In the sequel \((K,I,J,g,q,k,\theta )\) denotes a fixed \(\theta\)-weighted average stochastic game with initial state k. In order to state our results formally, we start by recalling some definitions.

Strategies, payoff function and value

The sequence \((k_1,i_1,j_1,...,k_m,i_m,j_m,...)\) generated along the game is called a play. The set of plays is \((K\times I\times J)^{\mathbb N}\).

Definition 2.1

  • A strategy for a player specifies a mixed action to each possible set of past observations. Formally, a strategy for Player 1 is a collection of maps \(\sigma =(\sigma _m){m \ge 1}\), where \(\sigma _m:(K \times I \times J)^{m-1} \times K \rightarrow \Delta (I)\). Similarly, a strategy for Player 2 is a collection of maps \(\tau =(\tau _m)_{m \ge 1}\), where \(\tau _m:(K \times I \times J)^{m-1} \times K \rightarrow \Delta (J)\).
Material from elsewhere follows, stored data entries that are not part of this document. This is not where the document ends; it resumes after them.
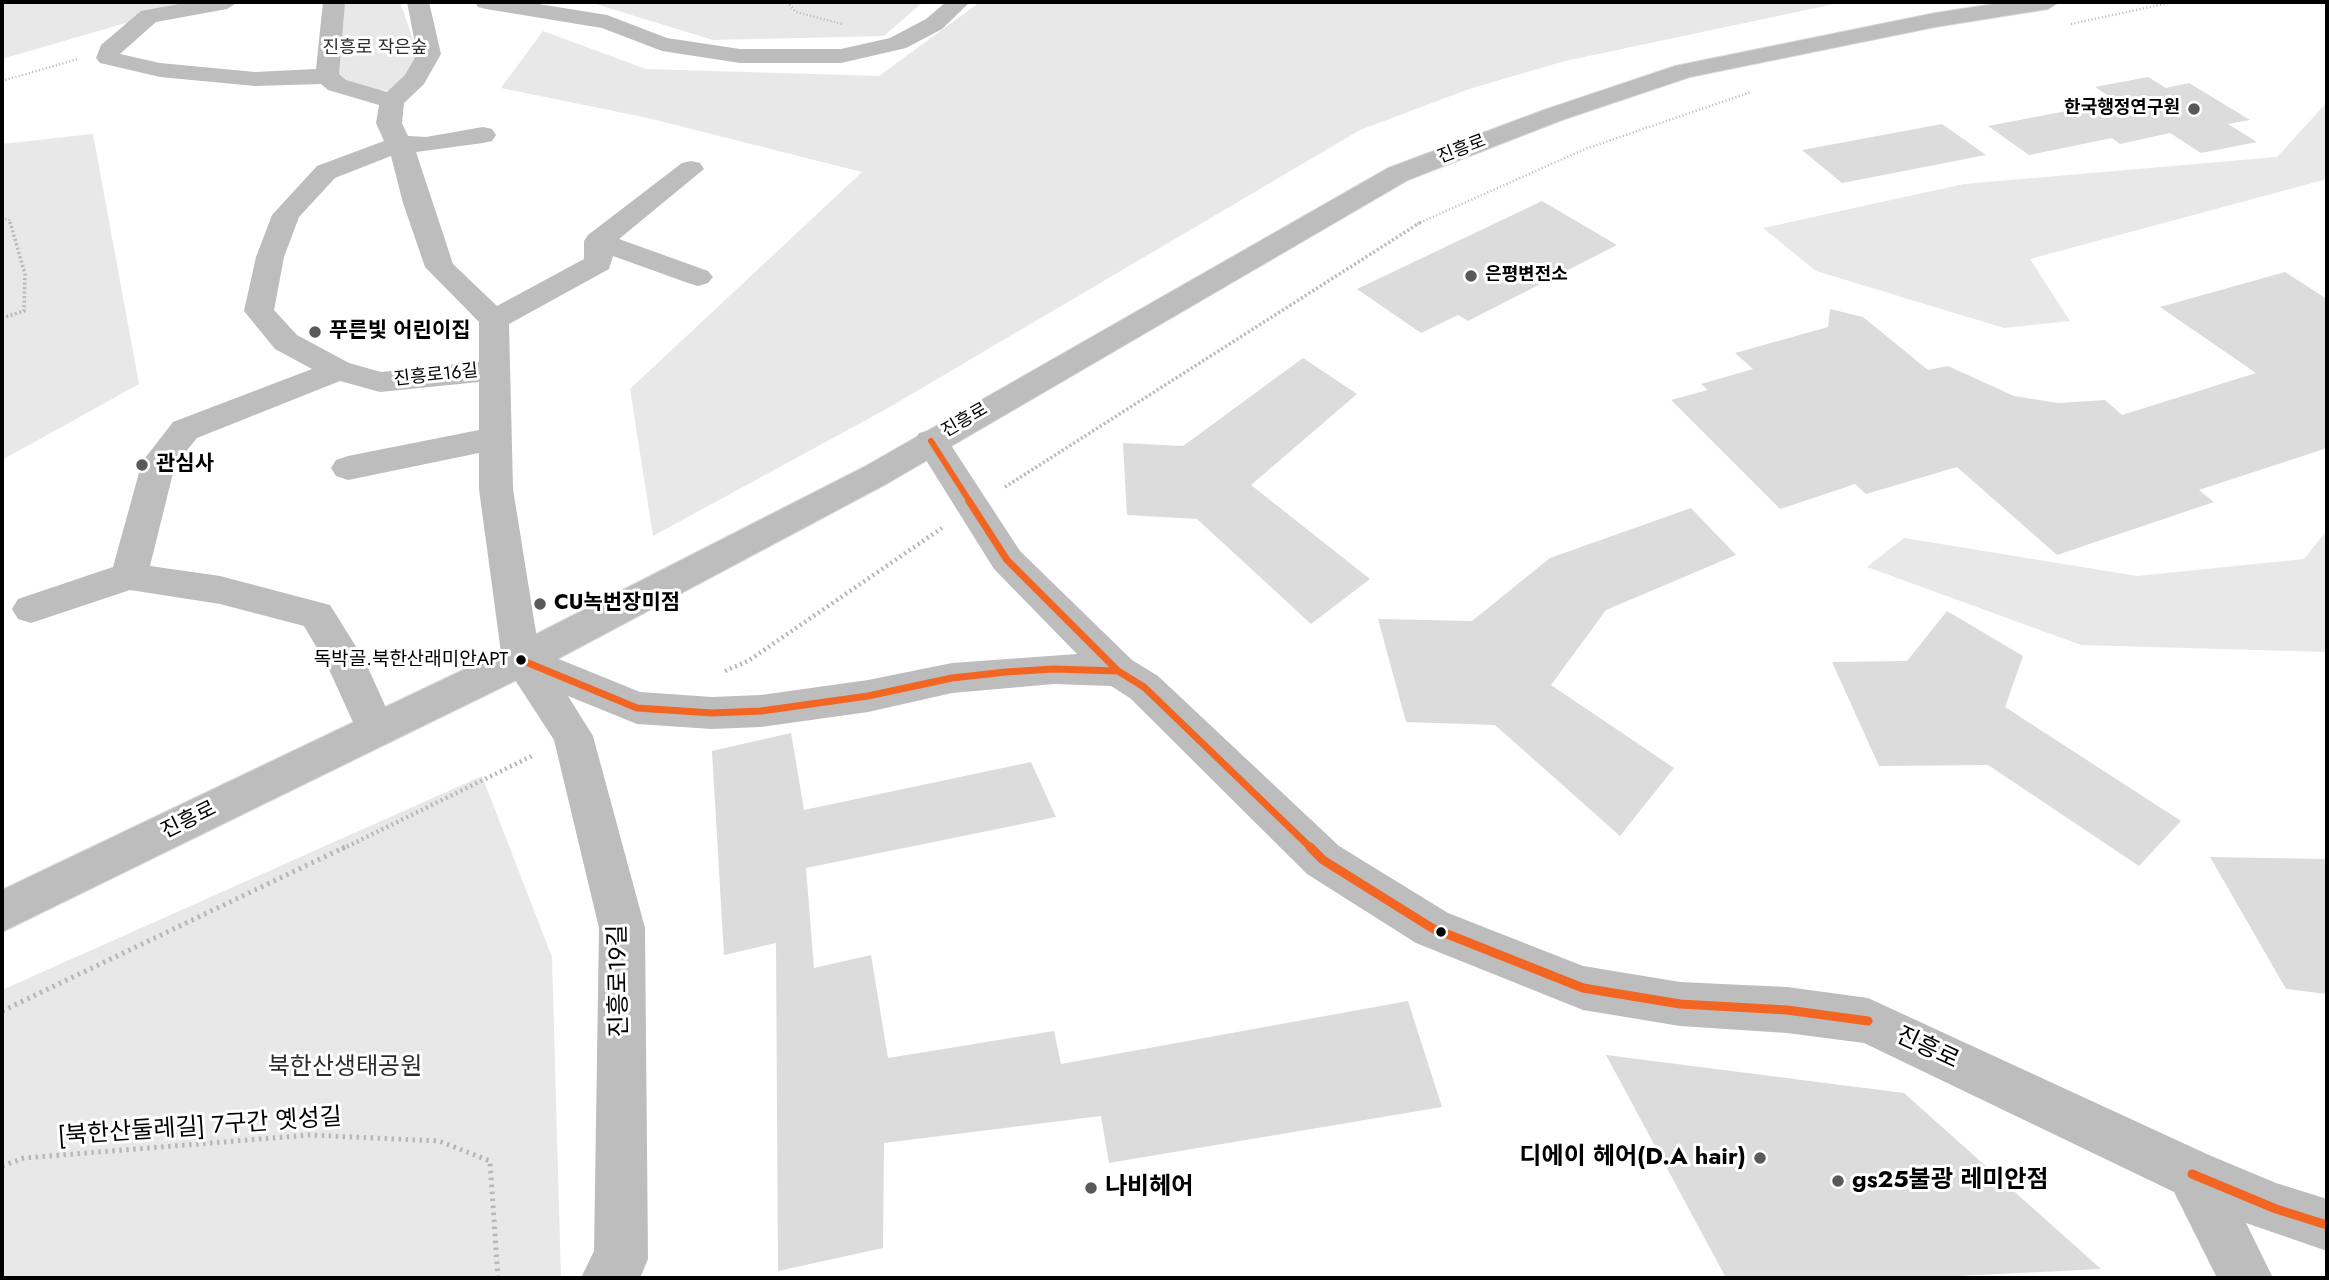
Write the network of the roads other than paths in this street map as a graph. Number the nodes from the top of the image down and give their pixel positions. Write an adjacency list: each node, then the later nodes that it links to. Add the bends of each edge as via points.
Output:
1 (227, 2): 7 (street, via 149,16 109,54 160,70 255,79)
2 (334, 2): 7 (street)
3 (418, 2): 8 (street, via 429,54 415,79)
4 (486, 2): 5 (street, via 607,22 662,44 740,56 841,56 898,43 934,24)
5 (959, 2)
6 (2049, 2): 18 (street, 진흥로, via 1684,71 1398,174)
7 (327, 76): 8 (street, via 337,85)
8 (392, 101): 10 (street, via 389,123)
9 (483, 135): 10 (street, via 426,145)
10 (399, 144): 14 (street, via 440,267); 15 (street, 진흥로16길, via 326,172 286,215 270,257 259,311 286,342)
11 (691, 169): 12 (street)
12 (598, 241): 13 (street); 14 (street, via 599,263)
13 (698, 276)
14 (494, 320): 16 (street, 진흥로16길)
15 (338, 370): 16 (street, 진흥로16길, via 380,382); 20 (street, via 185,430 159,462)
16 (494, 370): 17 (street, 진흥로16길)
17 (495, 438): 19 (street); 22 (street, 진흥로16길, via 496,489)
18 (931, 441): 22 (street, 진흥로, via 876,475); 23 (street, 진흥로, via 1007,560)
19 (348, 468)
20 (129, 576): 21 (street); 24 (street, via 220,590 317,615 345,661)
21 (31, 609)
22 (521, 660): 23 (street, via 637,708 712,713 855,698 979,675 1054,669); 24 (street, 진흥로); 28 (street, 진흥로19길, via 573,736 622,928 621,1259)
23 (1118, 671): 26 (street, 진흥로, via 1144,687 1323,860 1432,928 1583,988 1680,1004 1787,1010 1868,1021)
24 (376, 730): 25 (street, 진흥로)
25 (2, 912)
26 (2192, 1174): 27 (street, 진흥로); 29 (street)
27 (2327, 1225)
28 (608, 1278)
29 (2246, 1278)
  • A stationary strategy is one that plays according to the current state only. Formally, a stationary strategy for Player 1 is a mapping \(x:K\rightarrow \Delta (I)\), and a stationary strategy for Player 2 is a mapping \(y:K\rightarrow \Delta (J)\). (Note the use of different letters for stationary strategies.)
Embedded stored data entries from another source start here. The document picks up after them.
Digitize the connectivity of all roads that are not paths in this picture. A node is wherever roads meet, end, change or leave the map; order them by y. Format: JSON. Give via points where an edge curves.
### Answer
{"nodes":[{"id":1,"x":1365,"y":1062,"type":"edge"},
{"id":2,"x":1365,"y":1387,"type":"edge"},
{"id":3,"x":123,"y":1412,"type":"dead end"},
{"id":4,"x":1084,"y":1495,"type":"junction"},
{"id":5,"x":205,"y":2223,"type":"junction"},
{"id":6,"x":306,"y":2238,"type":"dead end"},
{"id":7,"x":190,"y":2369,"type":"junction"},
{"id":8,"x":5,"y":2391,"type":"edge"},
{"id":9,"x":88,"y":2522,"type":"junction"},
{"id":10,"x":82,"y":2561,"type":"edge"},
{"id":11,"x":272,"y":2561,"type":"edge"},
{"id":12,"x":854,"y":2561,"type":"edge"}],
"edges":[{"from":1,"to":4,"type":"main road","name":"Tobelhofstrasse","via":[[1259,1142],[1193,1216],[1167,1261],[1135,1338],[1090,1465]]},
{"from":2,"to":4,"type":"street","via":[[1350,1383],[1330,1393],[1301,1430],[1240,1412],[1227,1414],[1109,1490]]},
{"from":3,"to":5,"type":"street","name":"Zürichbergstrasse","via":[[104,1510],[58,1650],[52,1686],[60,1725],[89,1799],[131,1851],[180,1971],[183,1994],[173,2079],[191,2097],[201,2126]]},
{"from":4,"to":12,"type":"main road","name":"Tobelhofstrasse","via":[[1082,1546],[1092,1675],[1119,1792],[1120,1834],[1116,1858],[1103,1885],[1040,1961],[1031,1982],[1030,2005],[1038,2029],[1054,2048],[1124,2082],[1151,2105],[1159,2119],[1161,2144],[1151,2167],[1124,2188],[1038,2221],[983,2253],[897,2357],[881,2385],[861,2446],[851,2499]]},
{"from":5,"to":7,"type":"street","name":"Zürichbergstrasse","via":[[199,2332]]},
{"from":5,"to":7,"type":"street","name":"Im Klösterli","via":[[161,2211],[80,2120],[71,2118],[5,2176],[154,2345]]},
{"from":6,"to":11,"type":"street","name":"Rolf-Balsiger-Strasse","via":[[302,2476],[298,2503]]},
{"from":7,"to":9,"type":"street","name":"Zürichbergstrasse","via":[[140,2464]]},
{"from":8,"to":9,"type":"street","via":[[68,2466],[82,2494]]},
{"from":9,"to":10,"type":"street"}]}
Notation The sets of strategies for Players 1 and 2 are denoted by \(\Sigma\) and \(\mathcal {T}\), respectively, and the sets of stationary strategies by \(\Delta (I)^n\) and \(\Delta (J)^n\).

For any pair \((\sigma ,\tau ) \in \Sigma \times \mathcal {T}\) we denote by \(\mathbb P^{k}_{\sigma ,\tau }\) the unique probability measure on the set of plays \((K\times I\times J)^\mathbb N\) induced by \((\sigma ,\tau )\), \(k_1=k\) and q. Note that the dependence on the transition function q is omitted. This probability is well-defined by the Kolmogorov extension theorem, and the expectation with respect to the probability \(\mathbb P^k_{\sigma ,\tau }\) is denoted by \(\mathbb E^k_{\sigma ,\tau }\).

The payoff function For each \((\sigma ,\tau )\in \Sigma \times \mathcal {T}\) the payoff function is defined by

$$\begin{aligned}\gamma _\theta ^k(\sigma ,\tau ):=\mathbb E_{\sigma ,\tau }^k\left[ \sum \nolimits _{m\ge 1}\theta _m g(k_m,i_m,j_m)\right] \,. \end{aligned}$$

The value The game has a value, denoted by \(v^k_\theta\). That is

$$\begin{aligned} v_\theta ^k=\sup _{\sigma \in \Sigma }\inf _{\tau \in \mathcal {T}} \gamma _\theta ^k(\sigma ,\tau )= \inf _{\tau \in \mathcal {T}}\sup _{\sigma \in \Sigma } \gamma _\theta ^k(\sigma ,\tau )\,.\end{aligned}$$

This result can be attributed to  Shapley (1953).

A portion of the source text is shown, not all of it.